Walmart forecasting competition - post game analysis (with Rafael de Rezende)

00:08 Introduction
00:24 Rafael, perhaps you could start by telling us a little more about yourself and your background?
01:14 Today we are talking about a recent Kaggle Forecasting competition which focused on estimating the uncertainty distribution of Walmart sales. What was the key challenge here?
04:29 The nice idea behind Kaggle is that it encourages collaborative work and competition with other data scientists and machine learning engineers - almost like a sports event. Who were you against? What were the key challenges that you faced?
07:01 Joannes, what are your thoughts on Kaggle from a company perspective?
10:30 Who was part of the Lokad’s team?
11:43 What type of approach did you take? How did it vary from the methods of your competitors?
14:24 Joannes, what are your thoughts on the approach that Rafael’s team took?
20:23 Rafael, what are you thoughts now that the competition is over?
21:25 Is there something you noticed that the team did and that you think will be particularly useful for the future?
22:53 What’s next? More competitions on the horizon?


A forecasting competition based on Walmart store data ended June 2020. Lokad ranked 6th out of 909 teams. In this episode, we have a closer look at this unusual sporting event, and what it takes to win such a competition. We are joined by Rafael de Rezende who was leading the Lokad team in this competition.

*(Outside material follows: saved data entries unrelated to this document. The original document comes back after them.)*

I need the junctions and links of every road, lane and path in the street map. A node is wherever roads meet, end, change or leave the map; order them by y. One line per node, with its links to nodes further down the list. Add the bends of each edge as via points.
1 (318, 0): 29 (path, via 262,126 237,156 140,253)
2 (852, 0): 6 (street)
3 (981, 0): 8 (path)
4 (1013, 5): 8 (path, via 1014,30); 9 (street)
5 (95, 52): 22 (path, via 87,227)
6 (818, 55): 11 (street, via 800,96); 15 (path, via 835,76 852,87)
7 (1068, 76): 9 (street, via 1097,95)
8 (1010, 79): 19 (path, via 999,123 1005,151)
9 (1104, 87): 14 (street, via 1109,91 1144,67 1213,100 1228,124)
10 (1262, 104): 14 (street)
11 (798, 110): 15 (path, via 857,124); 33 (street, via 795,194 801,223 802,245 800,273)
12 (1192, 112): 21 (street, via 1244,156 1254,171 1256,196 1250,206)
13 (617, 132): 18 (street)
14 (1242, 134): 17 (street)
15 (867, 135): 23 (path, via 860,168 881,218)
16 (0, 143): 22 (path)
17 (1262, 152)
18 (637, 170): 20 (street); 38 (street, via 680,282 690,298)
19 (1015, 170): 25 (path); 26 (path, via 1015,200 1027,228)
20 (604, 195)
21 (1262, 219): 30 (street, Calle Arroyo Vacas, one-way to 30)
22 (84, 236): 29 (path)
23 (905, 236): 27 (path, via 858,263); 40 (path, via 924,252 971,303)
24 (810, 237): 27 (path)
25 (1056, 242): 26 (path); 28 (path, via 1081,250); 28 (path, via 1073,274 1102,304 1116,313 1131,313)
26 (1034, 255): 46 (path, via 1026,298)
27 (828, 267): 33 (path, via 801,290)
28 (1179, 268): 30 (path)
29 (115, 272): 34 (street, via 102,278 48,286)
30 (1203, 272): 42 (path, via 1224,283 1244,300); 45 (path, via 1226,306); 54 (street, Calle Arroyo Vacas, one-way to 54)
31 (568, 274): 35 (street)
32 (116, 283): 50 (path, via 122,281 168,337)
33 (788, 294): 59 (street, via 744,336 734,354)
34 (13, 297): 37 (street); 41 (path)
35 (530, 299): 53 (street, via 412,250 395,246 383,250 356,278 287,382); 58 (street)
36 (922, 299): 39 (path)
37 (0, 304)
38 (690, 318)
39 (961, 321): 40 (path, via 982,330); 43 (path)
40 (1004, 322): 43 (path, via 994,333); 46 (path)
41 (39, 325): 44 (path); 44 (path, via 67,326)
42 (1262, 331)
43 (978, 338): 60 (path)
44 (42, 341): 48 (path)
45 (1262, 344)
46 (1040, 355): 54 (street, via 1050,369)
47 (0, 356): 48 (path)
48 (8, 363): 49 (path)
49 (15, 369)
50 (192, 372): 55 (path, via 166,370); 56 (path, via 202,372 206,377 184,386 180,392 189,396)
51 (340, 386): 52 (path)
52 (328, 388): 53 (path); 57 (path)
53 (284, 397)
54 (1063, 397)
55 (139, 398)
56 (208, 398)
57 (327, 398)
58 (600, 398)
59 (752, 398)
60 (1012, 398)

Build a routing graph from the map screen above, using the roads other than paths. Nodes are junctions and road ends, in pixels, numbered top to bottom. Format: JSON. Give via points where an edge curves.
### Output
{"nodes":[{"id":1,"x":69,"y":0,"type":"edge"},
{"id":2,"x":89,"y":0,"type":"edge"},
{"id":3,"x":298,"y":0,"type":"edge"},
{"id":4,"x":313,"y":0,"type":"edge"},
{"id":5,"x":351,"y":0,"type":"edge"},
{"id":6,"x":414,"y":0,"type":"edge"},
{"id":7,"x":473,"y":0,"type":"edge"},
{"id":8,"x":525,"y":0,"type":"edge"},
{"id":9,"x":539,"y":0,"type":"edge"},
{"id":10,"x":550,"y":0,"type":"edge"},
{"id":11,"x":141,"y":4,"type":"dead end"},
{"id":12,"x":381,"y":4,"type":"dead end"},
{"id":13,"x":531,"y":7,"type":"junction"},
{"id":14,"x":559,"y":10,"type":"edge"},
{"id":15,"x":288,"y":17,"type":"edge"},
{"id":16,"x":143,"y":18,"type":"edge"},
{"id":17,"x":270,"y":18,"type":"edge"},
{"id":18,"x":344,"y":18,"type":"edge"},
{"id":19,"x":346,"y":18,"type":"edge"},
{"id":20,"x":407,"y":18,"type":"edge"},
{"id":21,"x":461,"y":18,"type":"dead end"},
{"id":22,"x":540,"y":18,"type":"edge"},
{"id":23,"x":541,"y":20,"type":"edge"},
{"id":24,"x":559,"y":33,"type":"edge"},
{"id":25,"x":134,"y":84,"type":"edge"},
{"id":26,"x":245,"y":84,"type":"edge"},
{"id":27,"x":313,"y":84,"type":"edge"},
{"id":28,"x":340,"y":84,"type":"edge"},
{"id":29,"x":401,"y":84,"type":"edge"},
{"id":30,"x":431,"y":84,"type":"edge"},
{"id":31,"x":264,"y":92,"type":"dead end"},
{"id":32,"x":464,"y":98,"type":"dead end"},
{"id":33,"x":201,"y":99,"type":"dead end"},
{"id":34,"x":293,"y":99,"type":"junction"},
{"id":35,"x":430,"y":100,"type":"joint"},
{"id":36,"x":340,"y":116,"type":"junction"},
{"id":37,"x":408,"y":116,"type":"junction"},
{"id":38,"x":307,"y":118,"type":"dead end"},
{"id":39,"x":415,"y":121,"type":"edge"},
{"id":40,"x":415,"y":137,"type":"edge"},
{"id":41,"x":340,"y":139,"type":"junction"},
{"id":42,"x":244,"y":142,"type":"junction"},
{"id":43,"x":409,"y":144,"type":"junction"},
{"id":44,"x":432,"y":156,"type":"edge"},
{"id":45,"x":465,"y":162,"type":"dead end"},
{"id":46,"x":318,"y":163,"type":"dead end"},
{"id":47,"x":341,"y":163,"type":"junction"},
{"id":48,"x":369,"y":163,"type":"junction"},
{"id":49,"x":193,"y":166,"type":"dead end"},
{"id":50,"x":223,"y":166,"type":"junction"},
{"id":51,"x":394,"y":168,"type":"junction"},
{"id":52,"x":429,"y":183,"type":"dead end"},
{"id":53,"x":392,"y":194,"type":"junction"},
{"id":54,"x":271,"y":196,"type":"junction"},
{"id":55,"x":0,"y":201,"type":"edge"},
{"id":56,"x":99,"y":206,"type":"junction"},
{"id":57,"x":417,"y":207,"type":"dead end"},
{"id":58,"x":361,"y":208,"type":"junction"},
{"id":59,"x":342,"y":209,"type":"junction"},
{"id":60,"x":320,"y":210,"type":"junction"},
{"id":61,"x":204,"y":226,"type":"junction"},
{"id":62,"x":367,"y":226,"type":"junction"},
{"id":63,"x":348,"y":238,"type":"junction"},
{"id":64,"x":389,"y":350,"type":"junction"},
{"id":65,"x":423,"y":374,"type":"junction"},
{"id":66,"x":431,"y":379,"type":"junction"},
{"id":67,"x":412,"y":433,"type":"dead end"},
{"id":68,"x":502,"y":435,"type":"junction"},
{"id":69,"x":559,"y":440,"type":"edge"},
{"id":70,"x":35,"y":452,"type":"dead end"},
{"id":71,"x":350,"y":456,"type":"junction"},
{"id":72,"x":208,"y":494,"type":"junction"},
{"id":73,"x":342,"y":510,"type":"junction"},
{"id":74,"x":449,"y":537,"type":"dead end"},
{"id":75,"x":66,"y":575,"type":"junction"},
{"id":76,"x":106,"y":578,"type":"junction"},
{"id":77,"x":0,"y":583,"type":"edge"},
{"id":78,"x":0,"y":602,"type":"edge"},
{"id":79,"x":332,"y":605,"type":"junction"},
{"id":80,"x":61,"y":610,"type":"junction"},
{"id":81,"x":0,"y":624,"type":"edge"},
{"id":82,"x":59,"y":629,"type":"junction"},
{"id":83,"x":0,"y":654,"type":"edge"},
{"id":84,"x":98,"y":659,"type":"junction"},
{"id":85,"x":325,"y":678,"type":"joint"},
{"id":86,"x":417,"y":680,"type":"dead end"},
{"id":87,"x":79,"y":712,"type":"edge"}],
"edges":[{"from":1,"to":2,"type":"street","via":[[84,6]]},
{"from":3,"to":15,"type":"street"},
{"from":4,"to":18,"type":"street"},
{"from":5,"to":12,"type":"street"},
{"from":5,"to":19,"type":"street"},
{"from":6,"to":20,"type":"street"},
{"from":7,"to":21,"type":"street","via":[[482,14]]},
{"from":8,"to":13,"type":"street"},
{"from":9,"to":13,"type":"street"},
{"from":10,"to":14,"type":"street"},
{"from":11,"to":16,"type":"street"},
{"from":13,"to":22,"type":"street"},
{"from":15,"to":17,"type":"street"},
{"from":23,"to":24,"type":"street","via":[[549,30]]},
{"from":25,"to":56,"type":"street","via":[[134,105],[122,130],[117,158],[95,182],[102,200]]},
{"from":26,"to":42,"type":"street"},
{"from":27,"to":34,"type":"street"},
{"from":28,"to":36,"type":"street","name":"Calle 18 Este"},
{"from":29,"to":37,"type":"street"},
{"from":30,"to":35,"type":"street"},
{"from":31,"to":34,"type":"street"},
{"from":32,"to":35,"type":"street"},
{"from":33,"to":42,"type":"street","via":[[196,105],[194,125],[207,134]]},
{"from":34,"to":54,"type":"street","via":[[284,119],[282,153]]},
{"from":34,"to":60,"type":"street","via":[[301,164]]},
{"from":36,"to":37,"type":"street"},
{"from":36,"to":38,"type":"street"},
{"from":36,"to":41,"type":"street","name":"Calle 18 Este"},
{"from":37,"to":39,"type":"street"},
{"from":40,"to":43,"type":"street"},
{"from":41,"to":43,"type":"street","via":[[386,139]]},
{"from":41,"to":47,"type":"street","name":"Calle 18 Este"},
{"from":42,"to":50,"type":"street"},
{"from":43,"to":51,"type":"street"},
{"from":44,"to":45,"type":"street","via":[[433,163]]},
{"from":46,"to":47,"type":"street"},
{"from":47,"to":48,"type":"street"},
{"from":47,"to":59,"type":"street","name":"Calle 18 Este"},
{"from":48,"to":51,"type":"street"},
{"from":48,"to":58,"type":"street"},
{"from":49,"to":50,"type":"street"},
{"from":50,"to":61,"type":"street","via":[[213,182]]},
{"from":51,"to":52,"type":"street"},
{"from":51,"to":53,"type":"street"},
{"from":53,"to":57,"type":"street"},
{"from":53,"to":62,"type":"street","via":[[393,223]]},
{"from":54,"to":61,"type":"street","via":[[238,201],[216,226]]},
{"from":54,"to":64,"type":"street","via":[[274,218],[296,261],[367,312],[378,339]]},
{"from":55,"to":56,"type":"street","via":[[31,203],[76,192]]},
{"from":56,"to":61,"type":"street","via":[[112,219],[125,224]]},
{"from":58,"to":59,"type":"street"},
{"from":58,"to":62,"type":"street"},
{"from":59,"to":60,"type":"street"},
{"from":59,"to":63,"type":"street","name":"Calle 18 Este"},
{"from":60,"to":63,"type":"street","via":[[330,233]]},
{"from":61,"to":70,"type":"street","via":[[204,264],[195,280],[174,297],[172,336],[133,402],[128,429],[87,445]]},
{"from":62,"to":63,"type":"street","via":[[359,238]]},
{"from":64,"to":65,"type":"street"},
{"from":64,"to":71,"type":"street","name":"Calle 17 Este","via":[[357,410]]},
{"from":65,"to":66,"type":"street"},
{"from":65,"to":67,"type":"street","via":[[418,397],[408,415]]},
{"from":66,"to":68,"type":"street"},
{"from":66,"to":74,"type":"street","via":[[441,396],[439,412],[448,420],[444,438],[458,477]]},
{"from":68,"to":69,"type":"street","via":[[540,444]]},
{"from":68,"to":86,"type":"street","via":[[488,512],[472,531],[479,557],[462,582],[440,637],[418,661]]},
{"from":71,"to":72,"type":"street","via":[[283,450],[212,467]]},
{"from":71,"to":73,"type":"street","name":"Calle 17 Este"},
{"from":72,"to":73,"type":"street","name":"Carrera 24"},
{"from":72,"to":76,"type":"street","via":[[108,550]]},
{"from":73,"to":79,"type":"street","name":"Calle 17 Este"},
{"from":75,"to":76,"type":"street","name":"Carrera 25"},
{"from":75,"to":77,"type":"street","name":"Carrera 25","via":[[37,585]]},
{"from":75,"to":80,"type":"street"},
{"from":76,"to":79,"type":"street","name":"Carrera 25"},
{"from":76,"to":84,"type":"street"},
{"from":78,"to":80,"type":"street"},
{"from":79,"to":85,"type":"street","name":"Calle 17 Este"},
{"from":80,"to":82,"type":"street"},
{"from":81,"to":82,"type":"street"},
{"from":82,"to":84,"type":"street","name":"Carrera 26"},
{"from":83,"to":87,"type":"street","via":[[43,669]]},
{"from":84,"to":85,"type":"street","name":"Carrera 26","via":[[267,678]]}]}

Rafael has a background in supply chain and is an industrial engineer, at Lokad he is our Head of Product Development and takes on the “geeky” topics, such as time series forecasting, solutions for multi-echelon businesses and Lokad’s MOQ solver.

Kaggle is a fairly large organization - recently acquired by Google - that organises machine learning competitions that involve forecasting or predictions. In order to set up a competition, two things are required: a large data-set and large prices.

It’s a very competitive environment, with an extremely specific discipline and could almost be described as a high-level sport, filled with hundreds of people who are pros at winning these kind of competitions. Often, the teams that win are rarely made up of researchers, but instead people who are very good at figuring out what is state-of-the-art within the latest algorithms. For this competition, Lokad’s team were definitely Kaggle newbies, having never been in an environment of such a magnitude, going against almost 1000 other teams.

However, despite the competitiveness Kaggle, also has a very collaborative environment, with participants working hard to help one another to improve. But this collaboration can be a double-edged sword, as an interesting observation about this collaborative notion is that it hinders creativity. For example, a team publishes what they’re doing and other teams abandon what they’re doing to follow their process, creating a “flock effect”.

To wrap things up, we discuss how this was the first competition of this nature to use quantile forecasts to evaluate the results. In addition, we go into more detail on how Lokad’s team managed to score 6th place out of 909 teams in such a brutal competition and what they did to stand out from the pack, as well as the real-world applicability of the forecasting solutions found here.